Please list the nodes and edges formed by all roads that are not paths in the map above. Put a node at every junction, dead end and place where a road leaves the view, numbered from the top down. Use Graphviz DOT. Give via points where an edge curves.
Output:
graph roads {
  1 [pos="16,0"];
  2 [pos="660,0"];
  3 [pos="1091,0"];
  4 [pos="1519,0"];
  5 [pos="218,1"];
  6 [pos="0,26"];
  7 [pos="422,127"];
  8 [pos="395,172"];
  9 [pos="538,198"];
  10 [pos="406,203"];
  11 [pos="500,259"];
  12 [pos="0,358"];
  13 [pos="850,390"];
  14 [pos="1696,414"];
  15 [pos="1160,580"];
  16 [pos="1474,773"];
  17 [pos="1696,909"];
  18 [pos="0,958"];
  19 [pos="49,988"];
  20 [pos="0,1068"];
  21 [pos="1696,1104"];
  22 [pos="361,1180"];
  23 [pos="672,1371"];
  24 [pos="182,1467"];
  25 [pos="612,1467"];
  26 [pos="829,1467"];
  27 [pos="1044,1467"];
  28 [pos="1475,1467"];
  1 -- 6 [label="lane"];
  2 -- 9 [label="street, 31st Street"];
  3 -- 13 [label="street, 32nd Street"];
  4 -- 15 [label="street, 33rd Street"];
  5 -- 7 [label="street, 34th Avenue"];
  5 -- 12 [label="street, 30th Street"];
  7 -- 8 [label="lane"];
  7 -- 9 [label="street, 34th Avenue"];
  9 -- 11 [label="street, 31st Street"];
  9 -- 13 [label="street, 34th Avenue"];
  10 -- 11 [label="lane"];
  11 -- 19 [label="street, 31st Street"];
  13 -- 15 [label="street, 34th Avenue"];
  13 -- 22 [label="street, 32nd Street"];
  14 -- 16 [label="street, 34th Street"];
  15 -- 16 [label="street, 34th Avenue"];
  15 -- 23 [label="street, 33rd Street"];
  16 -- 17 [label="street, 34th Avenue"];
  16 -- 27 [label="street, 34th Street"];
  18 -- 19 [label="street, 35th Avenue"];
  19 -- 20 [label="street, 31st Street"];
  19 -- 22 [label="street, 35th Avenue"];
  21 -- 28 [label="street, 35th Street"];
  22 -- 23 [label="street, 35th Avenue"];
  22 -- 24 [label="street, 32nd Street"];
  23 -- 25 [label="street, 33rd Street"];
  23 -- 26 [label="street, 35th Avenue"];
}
|---|
Problem details
The records above should be repeated word for word.

Finished exercise
Please list the nodes and edges formed by all roads that are not paths in the map above. Put a node at every junction, dead end and place where a road leaves the view, numbered from the top down. Use Graphviz DOT. Give via points where an edge curves.
Output:
graph roads {
  1 [pos="16,0"];
  2 [pos="660,0"];
  3 [pos="1091,0"];
  4 [pos="1519,0"];
  5 [pos="218,1"];
  6 [pos="0,26"];
  7 [pos="422,127"];
  8 [pos="395,172"];
  9 [pos="538,198"];
  10 [pos="406,203"];
  11 [pos="500,259"];
  12 [pos="0,358"];
  13 [pos="850,390"];
  14 [pos="1696,414"];
  15 [pos="1160,580"];
  16 [pos="1474,773"];
  17 [pos="1696,909"];
  18 [pos="0,958"];
  19 [pos="49,988"];
  20 [pos="0,1068"];
  21 [pos="1696,1104"];
  22 [pos="361,1180"];
  23 [pos="672,1371"];
  24 [pos="182,1467"];
  25 [pos="612,1467"];
  26 [pos="829,1467"];
  27 [pos="1044,1467"];
  28 [pos="1475,1467"];
  1 -- 6 [label="lane"];
  2 -- 9 [label="street, 31st Street"];
  3 -- 13 [label="street, 32nd Street"];
  4 -- 15 [label="street, 33rd Street"];
  5 -- 7 [label="street, 34th Avenue"];
  5 -- 12 [label="street, 30th Street"];
  7 -- 8 [label="lane"];
  7 -- 9 [label="street, 34th Avenue"];
  9 -- 11 [label="street, 31st Street"];
  9 -- 13 [label="street, 34th Avenue"];
  10 -- 11 [label="lane"];
  11 -- 19 [label="street, 31st Street"];
  13 -- 15 [label="street, 34th Avenue"];
  13 -- 22 [label="street, 32nd Street"];
  14 -- 16 [label="street, 34th Street"];
  15 -- 16 [label="street, 34th Avenue"];
  15 -- 23 [label="street, 33rd Street"];
  16 -- 17 [label="street, 34th Avenue"];
  16 -- 27 [label="street, 34th Street"];
  18 -- 19 [label="street, 35th Avenue"];
  19 -- 20 [label="street, 31st Street"];
  19 -- 22 [label="street, 35th Avenue"];
  21 -- 28 [label="street, 35th Street"];
  22 -- 23 [label="street, 35th Avenue"];
  22 -- 24 [label="street, 32nd Street"];
  23 -- 25 [label="street, 33rd Street"];
  23 -- 26 [label="street, 35th Avenue"];
}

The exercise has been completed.